Google’s Street View goes in-depth with cultural monuments.

Spin the globe at the bottom of the screen and take a journey on the Rhaetian Railway through the Swiss Alps. Or perhaps you’d prefer to explore the mosaics of Pompeii in Italy. Or gaze upon the nine-story Roman aqueduct in Segovia, Spain. Or track down the Aboriginal rock art at Kakadu National Park in Australia. Maybe all of the above.

No longer restricted to asphalt and storefronts, Google Street View has gone off-roading to bring some of the world’s most impressive monuments and parks to the Web. Launched at the end of May in Madrid, the World Wonders Project is the latest creation from the Paris-based Google Cultural Institute, a wing of the company that aims to spread culture and history to users around the globe.

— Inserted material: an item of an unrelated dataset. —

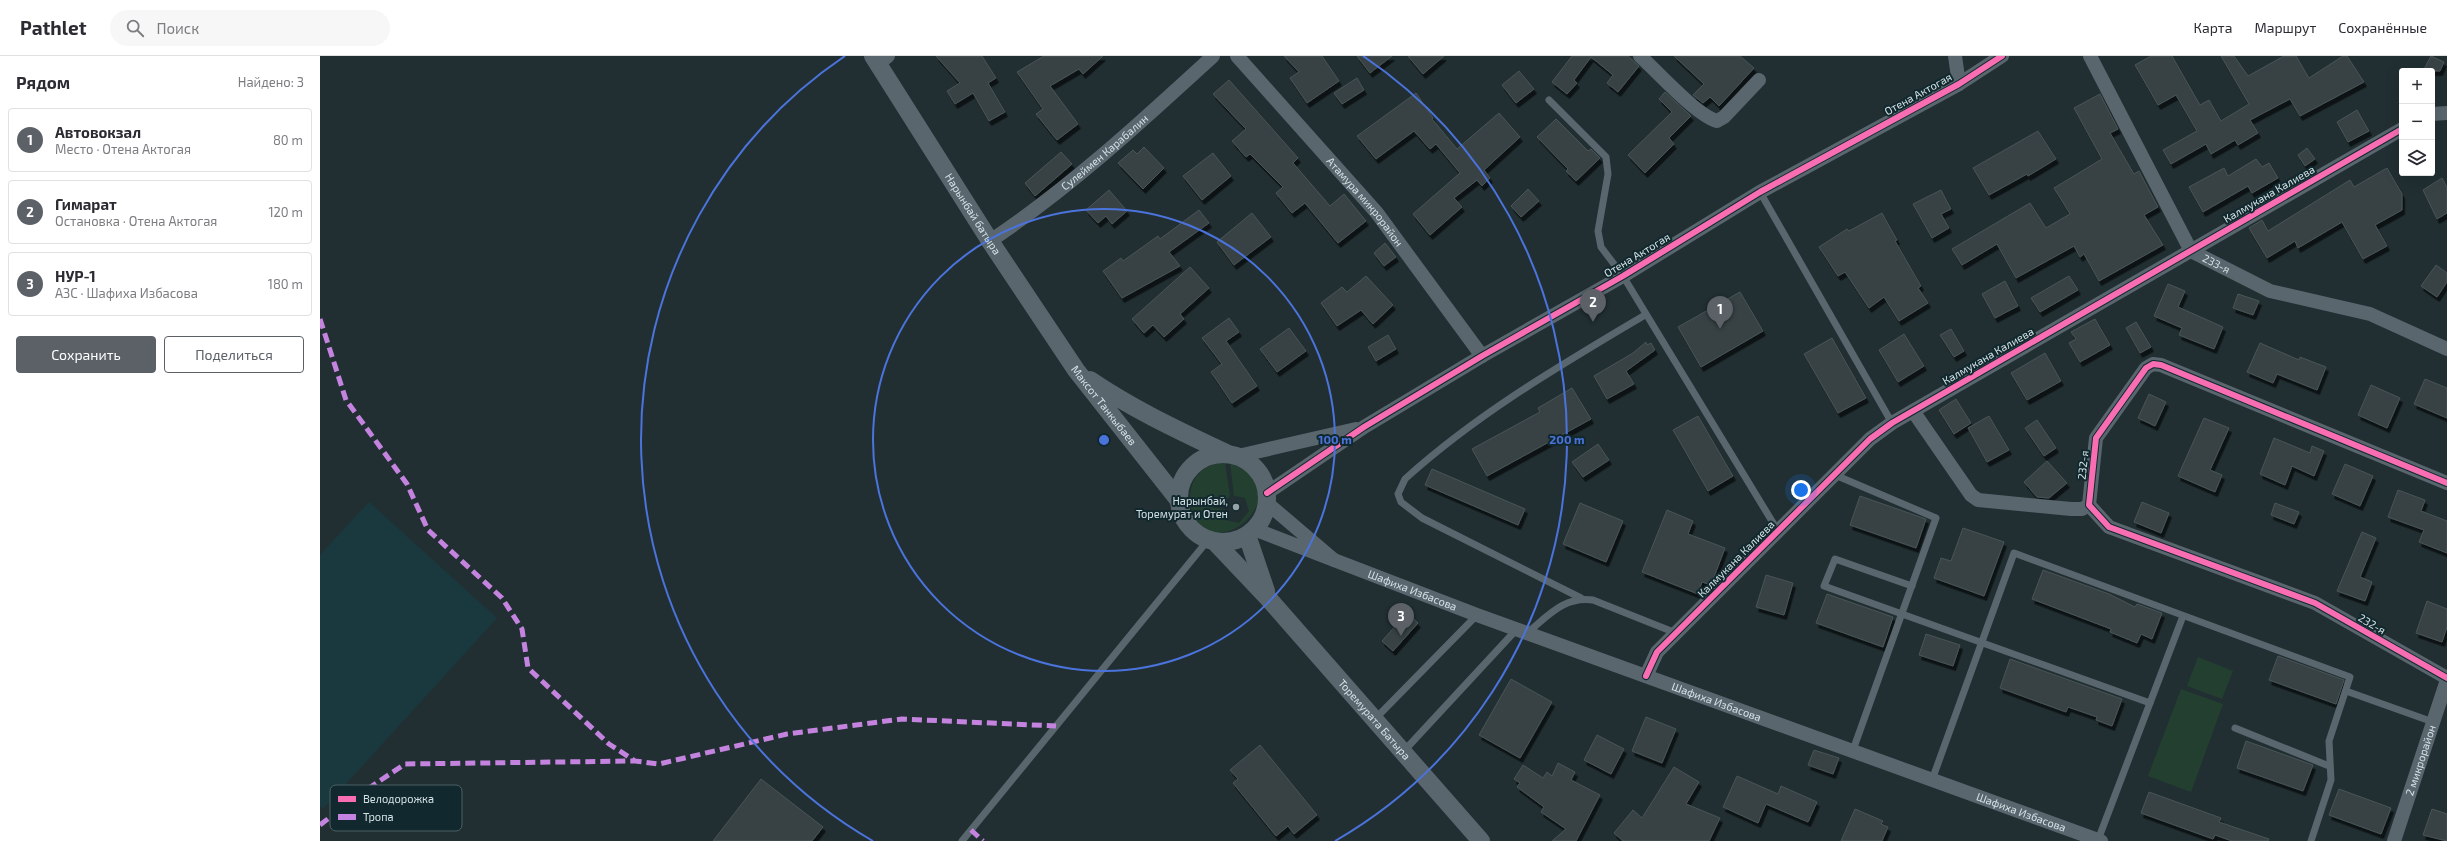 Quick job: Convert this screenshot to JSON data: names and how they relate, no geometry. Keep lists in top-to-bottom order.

To document 132 heritage sites worldwide, the Google team has partnered with content providers such as UNESCO, the World Monuments Fund, and Getty Images to meld several technologies in six languages—English, Spanish, French, Japanese, Hebrew, and Italian—into one geohistorical platform. The site is also geared toward educators, as both students and teachers can download free lesson plans and presentations.

To scan the nooks of Nijo Castle in Kyoto and traverse the grounds of Stonehenge, Google had to ditch its typical car-mounted scanners, said Street View guru and World Wonders chief engineer Luc Vincent. Instead it created image-capture equipment suitable for “beefed up” tricycles and vertical trolleys that can be pushed around to capture indoor sites. These trikes globe-trotted for a whole year, sailing down the Amazon River and sitting atop the Glacier Express train in Switzerland.

At the moment, the majority of the World Wonders sites are in Europe, North America, and Japan—largely because they were easier to access, said Steve Crossan, the head of the Google Cultural Institute. South America is represented by only three Brazilian sites, and mainland Asia boasts just two sites, both in Israel. Africa is empty. But the launch is only the beginning, and Crossan said that his teams will be adding more sites as soon as they receive permission to scan them.

Navigating the gardens of Versailles, however, is a snap. Visitors can read UNESCO’s descriptions, watch YouTube videos about the palace and its history, and scroll through photographs via Panoramio, a service that tags photos to Google maps. There is also an option, via a Google Earth plug-in, to tour a 3-D model of Versailles—unlike the Street View technology, this excursion can take users along the 17th-century rooftops. Versailles is also well-known for its art collection, and users can enter the palace via World Wonders and also examine high-resolution images of 35 paintings via a link to the Google Art Project.

Google Ruins

Roaming Stonehenge on Google's new virtual tour.

The Google Cultural Institute launched the Art Project early last year with 17 museums and about 1,000 works of art. In April, the updated version contained 32,000 artworks from 155 museums. The institute has also digitized Nelson Mandela’s archives, the Dead Sea scrolls, and documents and photos from the Yad Vashem center for Holocaust research.

“We’re making places accessible to people who are not able to visit them,” Crossan said. Google finances all of the projects, he added, and no money changes hands with partners or museums. Nor will the platform feature any advertisements or pop-up windows for travel agencies.

When asked whether a detailed, interactive travel experience will dissuade people from actually packing their bags and traveling, the Google team issued an emphatic no. “In some cases, sites have been reluctant [to participate] because they fear that if it’s online, people will stop going to visit, but actually the opposite happens,” Vincent said. “At Pompeii, one of the first sights we used the tricycle at, the Italian authorities told us that after we launched on Street View, visitors increased by 30 percent. The technology shows that there are beautiful places to be seen, and people are more likely to go.”